== Extracted entries ==

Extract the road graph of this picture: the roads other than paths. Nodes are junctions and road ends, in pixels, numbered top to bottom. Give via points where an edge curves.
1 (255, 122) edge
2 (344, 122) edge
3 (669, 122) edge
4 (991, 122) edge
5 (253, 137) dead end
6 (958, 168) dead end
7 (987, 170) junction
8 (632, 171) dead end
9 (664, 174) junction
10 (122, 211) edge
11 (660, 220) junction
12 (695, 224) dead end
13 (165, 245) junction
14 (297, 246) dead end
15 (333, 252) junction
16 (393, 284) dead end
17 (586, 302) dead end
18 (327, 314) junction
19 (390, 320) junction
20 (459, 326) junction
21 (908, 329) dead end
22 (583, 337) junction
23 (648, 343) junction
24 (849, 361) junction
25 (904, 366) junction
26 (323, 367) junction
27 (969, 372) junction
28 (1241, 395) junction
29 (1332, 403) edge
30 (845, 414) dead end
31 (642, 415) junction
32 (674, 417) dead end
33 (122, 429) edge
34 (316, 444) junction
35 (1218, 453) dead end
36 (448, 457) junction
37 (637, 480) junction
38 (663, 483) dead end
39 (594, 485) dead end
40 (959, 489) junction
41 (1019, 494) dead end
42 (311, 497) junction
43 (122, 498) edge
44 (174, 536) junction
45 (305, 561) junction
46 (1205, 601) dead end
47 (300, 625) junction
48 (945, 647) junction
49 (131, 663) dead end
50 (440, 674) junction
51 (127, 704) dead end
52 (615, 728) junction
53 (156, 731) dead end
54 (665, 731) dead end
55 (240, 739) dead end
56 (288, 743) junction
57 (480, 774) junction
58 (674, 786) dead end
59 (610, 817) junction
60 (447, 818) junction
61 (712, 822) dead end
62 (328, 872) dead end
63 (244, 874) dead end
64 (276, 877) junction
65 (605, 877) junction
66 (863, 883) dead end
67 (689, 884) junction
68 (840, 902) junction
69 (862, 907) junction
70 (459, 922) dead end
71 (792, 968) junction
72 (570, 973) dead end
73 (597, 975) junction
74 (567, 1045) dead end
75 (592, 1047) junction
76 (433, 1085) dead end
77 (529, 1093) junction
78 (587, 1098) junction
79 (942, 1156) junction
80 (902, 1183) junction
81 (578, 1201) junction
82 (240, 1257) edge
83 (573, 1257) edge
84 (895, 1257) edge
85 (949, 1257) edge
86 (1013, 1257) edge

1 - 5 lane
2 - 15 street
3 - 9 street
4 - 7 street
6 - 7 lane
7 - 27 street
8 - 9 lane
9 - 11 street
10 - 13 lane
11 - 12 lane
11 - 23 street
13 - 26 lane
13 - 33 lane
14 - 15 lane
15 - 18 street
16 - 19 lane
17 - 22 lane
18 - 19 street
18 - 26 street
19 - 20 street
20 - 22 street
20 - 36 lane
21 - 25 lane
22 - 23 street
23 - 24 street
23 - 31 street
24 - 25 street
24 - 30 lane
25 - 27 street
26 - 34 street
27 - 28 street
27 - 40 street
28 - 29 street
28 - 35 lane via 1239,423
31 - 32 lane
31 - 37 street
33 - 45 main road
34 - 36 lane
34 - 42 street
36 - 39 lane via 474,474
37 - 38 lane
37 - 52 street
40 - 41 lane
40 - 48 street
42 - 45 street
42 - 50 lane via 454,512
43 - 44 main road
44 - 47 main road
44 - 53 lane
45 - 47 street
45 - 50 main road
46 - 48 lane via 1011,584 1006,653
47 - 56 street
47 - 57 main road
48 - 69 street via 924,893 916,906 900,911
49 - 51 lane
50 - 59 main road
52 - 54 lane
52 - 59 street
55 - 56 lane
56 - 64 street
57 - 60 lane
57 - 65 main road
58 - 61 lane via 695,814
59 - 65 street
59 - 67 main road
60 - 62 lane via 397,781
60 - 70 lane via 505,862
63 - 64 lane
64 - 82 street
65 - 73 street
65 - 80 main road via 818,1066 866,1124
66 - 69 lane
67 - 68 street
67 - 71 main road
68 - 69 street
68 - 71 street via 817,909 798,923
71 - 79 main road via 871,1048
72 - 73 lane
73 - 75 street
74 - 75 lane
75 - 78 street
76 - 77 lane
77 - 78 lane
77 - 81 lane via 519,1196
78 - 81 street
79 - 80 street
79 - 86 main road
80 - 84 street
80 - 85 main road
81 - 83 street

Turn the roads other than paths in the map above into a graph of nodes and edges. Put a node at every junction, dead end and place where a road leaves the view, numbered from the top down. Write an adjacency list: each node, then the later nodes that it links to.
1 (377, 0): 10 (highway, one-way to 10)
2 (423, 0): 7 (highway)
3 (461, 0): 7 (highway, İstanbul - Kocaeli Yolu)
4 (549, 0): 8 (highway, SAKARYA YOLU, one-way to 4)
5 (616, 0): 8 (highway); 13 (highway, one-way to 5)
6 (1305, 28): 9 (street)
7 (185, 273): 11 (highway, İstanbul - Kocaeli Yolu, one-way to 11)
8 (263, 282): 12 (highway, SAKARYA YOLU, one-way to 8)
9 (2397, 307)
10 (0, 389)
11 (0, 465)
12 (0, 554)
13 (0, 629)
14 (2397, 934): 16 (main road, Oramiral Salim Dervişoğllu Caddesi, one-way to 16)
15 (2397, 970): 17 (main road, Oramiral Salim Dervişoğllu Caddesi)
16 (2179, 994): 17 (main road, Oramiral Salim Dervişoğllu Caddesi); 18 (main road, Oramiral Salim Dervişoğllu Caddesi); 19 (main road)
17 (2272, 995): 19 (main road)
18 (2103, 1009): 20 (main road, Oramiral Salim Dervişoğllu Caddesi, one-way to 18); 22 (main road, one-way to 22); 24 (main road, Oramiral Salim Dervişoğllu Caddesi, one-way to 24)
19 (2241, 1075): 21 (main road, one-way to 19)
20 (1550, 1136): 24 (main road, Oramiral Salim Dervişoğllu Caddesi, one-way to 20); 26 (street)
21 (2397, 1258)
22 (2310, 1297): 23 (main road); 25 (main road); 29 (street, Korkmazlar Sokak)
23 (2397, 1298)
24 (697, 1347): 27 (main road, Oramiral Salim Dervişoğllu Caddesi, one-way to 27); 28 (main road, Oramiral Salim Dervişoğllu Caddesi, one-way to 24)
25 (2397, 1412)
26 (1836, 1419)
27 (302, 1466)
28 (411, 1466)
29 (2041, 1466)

===

### Exercise
A single number is the whole answer: please count how many lines of the records above include the string "numbered".

### Response
2